Computer systems often have more than one processor, in order to increase performance. In fact, massively parallel computing structures (also referred to as “ultra-scale computers” or “supercomputers”) interconnect large numbers (tens of thousands) of nodes, each of which includes a processor or processors. Often, the nodes are connected by a network topology in a tree, torus, or mesh form that supports message passing. One example of a supercomputer is the IBM System Blue Gene® Solution available from International Business Machines Corporation of Armonk, N.Y.

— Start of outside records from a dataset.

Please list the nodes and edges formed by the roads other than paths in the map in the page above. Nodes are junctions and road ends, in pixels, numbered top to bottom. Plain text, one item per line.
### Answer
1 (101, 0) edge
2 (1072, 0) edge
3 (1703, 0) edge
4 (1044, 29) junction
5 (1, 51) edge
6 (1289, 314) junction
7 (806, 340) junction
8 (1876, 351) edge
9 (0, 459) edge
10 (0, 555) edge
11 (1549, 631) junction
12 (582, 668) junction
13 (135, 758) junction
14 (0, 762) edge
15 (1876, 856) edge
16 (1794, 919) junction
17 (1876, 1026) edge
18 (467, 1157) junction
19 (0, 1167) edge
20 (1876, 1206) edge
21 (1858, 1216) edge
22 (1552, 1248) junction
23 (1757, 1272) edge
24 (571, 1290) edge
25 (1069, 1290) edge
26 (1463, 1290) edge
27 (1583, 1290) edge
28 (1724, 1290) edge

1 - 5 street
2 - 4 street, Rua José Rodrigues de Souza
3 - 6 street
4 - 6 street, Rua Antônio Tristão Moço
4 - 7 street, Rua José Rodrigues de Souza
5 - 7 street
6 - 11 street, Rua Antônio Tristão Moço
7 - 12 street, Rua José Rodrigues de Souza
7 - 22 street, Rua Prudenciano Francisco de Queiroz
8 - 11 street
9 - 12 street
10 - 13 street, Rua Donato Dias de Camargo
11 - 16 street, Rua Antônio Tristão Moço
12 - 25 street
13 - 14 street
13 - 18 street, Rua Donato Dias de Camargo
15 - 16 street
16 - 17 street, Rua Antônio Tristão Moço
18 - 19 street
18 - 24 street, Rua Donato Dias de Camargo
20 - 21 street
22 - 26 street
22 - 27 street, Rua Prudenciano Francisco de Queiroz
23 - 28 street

On supercomputers, a parallel program is typically divided into processes, and the processes execute on various nodes and communicate to each other via message passing. The cost of communications between the nodes varies depending on the distance between the nodes involved and other factors such as the availability of buffers, the number of available paths through the network, and network contention. An important challenge in supercomputer design is to optimally map the parallel program to the nodes, in order to minimize the total execution time of the parallel program, which is a function of both the time for communication and the time for computation. Since the communication of the parallel program changes over time as the processes execute, the optimal mapping also changes. Thus, in an attempt to keep the execution time of the parallel program low, supercomputers use process migration algorithms to detect non-optimal communications between the nodes and respond by moving the processes between the nodes. Unfortunately, current process migration algorithms use significant amounts of temporary storage, which is expensive, and are difficult to scale to the large number of nodes used on new supercomputers.
Thus, what is needed is a process migration algorithm that performs well, scales to large number of processes, and does not require temporary storage.